By late summer 1998, the first Geely Haoqing rolled off the line. Just like the Charade, it had a 1.8-liter four-cylinder engine from Toyota that got 83 hp. Geely was improving at making cars, but no one bought them.
Hard plastic covered the cabin, the paint wasn’t very good, and gaps between panels allowed water to seep into the car. A single person came to the premiere party. Incensed, Li took an actual steamroller to all 100 Haoqing cars he had produced.
Geely’s second take on the Haoqing debuted in 1999. It was much better, and it started selling. The automaker became profitable. It did well enough to buy a second factory and produce a new model, the Meiri.
After joining the World Trade Organization in 2001, Geely became a fully privately owned company. It began the development of the first self-developed sports car in Chinese automotive history, Donut Media reported. The Meirenbao had a 1.5-liter Toyota engine paired with a manual five-speed transmission. It was a good-looking car with potential.
However, Toyota chose that time to double the retail price of the engines it supplied to Geely, forcing the company to develop its own engine. Similar to Toyota’s Effie, Geely’s econoboxes sold well indeed.
In the decade that followed, Geely began popping up everywhere, quietly gaining dominion as an auto brand.
The future’s so bright
The company made the news when Ford announced the sale of Volvo to Geely in 1999 for $1.5 billion. It’s amazing considering that 10 years earlier, Geely couldn’t sell a single car. By the 2000s, the automaker owned one of the most visible car brands on the planet.
Li allowed Volvo to do what it did with minimal supervision. Once they finalized the deal in 2010, Geely began using Volvo technology for its own brand, with fantastic results. Geely’s engines improved, and Li was finally able to design that luxury sedan he wanted.
The timing was fortuitous — China was a wealthier nation and wanted luxury cars. In 2015, the Geely Borui debuted with a nice lineup of engines, including a 1.8-liter turbocharged four-cylinder and a 3.5-liter V6 harnessing up to 261 hp. The car had different trim levels too.

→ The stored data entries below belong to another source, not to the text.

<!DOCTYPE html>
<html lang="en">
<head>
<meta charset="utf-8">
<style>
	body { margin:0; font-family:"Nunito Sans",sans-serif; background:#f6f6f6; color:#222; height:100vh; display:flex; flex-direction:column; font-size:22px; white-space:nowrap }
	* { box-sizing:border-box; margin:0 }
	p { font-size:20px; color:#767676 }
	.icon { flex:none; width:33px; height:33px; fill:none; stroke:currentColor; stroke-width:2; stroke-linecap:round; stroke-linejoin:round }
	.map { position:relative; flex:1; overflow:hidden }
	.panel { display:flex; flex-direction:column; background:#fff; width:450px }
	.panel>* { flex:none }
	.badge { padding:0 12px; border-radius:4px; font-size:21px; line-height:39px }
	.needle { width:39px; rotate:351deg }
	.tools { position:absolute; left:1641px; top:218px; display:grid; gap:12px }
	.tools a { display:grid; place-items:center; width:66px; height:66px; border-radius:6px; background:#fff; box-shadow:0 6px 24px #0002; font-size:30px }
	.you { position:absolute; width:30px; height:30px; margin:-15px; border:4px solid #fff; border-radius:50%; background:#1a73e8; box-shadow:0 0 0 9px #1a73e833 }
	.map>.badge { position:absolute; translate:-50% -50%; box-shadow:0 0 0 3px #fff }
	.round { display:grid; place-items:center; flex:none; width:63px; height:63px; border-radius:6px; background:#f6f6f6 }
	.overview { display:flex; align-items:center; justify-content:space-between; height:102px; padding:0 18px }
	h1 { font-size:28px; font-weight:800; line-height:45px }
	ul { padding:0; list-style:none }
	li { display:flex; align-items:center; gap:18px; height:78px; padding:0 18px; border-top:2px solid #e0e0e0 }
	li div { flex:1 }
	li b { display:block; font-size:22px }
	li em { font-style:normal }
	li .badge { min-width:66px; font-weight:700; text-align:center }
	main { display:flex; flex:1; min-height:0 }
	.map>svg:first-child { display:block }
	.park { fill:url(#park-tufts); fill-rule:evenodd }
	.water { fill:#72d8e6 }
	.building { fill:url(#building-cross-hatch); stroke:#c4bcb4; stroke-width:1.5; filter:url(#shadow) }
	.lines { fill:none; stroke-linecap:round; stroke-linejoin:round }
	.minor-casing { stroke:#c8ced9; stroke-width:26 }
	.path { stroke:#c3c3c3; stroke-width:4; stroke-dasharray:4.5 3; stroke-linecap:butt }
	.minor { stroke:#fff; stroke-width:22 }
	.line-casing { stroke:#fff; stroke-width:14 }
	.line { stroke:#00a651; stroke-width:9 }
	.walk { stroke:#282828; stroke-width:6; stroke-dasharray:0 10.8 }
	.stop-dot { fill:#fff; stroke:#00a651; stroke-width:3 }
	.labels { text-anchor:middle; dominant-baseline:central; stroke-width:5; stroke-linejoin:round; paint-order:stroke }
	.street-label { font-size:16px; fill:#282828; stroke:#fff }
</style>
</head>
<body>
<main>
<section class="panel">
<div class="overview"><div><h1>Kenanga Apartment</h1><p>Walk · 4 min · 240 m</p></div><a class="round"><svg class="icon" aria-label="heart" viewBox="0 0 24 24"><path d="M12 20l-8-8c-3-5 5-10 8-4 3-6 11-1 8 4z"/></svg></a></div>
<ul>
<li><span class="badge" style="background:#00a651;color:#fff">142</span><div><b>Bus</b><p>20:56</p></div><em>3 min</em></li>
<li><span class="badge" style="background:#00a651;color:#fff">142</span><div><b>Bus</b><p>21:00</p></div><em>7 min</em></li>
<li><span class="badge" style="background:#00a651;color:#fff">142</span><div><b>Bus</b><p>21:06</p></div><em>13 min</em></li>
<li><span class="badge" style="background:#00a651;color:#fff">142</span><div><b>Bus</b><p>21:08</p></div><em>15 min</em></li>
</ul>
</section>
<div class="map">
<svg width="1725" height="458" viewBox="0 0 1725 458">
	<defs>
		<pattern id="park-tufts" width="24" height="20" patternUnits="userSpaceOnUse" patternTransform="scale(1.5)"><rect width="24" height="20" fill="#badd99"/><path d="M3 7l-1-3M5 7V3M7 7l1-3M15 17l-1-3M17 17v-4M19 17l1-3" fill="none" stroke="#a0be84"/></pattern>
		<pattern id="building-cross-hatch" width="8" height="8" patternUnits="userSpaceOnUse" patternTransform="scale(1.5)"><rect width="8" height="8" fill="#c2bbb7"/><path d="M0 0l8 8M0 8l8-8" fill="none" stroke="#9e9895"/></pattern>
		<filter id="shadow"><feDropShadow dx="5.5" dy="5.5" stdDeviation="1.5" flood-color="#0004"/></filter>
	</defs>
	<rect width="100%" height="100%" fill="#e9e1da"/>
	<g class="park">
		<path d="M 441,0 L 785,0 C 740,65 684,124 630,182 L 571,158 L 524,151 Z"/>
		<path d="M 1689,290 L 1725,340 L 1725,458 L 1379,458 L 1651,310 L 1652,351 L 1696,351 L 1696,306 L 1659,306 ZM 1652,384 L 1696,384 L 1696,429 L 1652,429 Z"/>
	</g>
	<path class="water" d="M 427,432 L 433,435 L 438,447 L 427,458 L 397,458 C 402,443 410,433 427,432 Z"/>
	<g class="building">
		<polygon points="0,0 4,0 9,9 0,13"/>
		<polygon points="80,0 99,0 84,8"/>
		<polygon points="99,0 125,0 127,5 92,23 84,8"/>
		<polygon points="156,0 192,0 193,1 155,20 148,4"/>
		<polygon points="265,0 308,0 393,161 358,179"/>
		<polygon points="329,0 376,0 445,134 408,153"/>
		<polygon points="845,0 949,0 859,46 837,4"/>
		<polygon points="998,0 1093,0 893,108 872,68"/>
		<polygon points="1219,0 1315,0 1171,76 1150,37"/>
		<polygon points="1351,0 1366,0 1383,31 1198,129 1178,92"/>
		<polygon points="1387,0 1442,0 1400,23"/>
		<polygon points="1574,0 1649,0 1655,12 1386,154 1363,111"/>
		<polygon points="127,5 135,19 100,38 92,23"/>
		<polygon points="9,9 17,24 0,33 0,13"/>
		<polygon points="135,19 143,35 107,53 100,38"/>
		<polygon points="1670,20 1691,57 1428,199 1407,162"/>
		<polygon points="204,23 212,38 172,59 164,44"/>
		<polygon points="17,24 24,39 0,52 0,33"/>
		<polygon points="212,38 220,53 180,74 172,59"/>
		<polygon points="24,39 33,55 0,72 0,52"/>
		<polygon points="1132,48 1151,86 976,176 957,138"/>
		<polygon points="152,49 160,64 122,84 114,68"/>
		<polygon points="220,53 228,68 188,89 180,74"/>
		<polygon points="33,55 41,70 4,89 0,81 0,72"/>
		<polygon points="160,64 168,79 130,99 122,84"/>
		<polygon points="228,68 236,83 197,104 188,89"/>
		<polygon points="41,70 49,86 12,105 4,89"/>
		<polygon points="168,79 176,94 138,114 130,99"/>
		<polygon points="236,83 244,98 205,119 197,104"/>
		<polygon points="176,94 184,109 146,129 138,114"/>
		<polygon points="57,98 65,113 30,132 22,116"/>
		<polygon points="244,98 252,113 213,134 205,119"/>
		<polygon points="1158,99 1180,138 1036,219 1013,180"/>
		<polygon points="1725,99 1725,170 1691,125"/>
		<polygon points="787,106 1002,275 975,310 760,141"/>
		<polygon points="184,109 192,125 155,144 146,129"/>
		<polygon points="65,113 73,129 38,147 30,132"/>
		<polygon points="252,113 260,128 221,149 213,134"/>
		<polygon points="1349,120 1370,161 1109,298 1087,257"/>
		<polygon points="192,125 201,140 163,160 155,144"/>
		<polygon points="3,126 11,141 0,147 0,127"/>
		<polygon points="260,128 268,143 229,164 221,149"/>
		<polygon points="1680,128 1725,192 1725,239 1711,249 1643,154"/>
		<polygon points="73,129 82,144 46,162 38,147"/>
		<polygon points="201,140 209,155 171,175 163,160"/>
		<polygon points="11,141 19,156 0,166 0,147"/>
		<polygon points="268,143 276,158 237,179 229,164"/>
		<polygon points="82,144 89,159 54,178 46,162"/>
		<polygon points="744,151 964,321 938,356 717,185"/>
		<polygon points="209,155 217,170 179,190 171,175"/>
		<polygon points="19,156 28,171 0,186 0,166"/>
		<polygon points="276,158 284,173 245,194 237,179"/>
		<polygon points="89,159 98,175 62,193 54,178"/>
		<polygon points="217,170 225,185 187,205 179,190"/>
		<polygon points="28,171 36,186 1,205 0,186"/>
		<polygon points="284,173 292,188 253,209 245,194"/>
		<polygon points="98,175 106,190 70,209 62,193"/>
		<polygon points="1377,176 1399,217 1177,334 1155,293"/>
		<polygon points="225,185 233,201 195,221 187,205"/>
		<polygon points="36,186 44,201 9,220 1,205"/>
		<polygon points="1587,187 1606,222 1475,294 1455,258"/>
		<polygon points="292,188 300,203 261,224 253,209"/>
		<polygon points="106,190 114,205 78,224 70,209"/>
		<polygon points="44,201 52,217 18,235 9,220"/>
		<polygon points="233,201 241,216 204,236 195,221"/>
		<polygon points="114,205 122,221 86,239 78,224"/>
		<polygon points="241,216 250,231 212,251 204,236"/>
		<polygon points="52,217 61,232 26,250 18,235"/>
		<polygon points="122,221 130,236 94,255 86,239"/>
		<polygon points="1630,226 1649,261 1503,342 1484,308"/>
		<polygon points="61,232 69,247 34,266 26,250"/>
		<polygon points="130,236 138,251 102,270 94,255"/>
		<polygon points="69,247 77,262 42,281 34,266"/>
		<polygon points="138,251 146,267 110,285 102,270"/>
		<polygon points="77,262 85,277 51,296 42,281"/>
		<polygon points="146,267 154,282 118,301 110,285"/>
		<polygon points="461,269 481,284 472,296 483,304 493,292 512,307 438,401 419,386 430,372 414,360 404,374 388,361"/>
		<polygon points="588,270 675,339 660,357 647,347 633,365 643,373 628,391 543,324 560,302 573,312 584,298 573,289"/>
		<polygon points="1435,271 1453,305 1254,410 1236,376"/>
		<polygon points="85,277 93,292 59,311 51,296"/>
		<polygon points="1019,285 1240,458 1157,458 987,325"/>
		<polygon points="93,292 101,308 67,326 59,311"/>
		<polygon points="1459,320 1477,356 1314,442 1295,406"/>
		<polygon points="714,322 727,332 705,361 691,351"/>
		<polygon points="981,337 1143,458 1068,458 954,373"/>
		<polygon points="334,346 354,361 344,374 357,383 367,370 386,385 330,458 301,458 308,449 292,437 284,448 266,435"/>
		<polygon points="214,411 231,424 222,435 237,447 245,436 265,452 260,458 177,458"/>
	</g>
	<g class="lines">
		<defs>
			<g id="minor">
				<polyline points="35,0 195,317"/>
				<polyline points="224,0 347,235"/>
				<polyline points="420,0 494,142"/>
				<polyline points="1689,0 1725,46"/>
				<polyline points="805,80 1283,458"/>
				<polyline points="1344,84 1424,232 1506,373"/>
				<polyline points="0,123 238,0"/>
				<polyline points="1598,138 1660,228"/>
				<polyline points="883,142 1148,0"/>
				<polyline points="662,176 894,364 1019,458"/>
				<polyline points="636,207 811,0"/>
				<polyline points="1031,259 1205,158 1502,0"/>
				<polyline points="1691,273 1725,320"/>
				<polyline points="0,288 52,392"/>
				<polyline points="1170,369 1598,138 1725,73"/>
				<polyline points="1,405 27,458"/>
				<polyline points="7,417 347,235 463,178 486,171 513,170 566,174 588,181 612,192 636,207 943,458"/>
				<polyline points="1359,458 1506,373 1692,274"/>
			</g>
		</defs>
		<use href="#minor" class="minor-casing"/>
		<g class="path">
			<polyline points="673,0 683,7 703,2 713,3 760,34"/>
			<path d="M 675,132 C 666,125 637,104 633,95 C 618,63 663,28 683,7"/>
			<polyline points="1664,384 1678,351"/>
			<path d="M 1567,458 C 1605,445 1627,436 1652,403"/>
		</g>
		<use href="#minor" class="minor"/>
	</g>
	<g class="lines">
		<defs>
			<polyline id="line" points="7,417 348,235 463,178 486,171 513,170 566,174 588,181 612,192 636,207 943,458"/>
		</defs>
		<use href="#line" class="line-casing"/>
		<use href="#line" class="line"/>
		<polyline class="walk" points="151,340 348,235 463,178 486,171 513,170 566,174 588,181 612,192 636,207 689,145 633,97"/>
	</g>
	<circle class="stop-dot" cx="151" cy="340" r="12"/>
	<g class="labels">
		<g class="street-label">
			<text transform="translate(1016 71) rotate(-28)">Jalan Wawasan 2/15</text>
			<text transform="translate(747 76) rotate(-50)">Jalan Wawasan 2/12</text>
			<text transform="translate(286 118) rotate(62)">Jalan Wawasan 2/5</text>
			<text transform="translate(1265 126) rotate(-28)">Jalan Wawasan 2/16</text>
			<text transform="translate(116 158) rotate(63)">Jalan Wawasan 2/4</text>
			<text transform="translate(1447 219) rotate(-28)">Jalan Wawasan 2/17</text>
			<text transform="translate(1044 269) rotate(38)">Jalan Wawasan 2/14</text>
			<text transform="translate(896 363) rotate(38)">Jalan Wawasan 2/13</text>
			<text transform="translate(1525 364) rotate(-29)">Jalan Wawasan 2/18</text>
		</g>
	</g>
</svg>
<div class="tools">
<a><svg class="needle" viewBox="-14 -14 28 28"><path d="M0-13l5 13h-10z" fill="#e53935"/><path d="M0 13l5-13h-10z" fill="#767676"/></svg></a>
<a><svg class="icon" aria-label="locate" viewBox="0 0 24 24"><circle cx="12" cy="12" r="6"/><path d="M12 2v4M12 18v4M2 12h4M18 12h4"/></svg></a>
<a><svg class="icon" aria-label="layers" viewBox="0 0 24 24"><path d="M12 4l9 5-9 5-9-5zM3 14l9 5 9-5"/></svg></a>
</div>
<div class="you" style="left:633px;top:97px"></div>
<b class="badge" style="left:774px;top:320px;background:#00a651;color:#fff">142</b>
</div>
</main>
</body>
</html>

From that point, the company launched Lynk & Co in 2016 and began selling Chinese-Swedish vehicles that fall somewhere on the spectrum between Geely and Volvo. In May 2019, Geely launched a production facility solely to produce Compact Modular Architecture (CMA)-based vehicles for the brand’s foray into its advanced-products era.
Since then, Geely has been producing new vehicles, offering new services, and staying on top of innovation. If you haven’t heard much about the company until now, you soon will.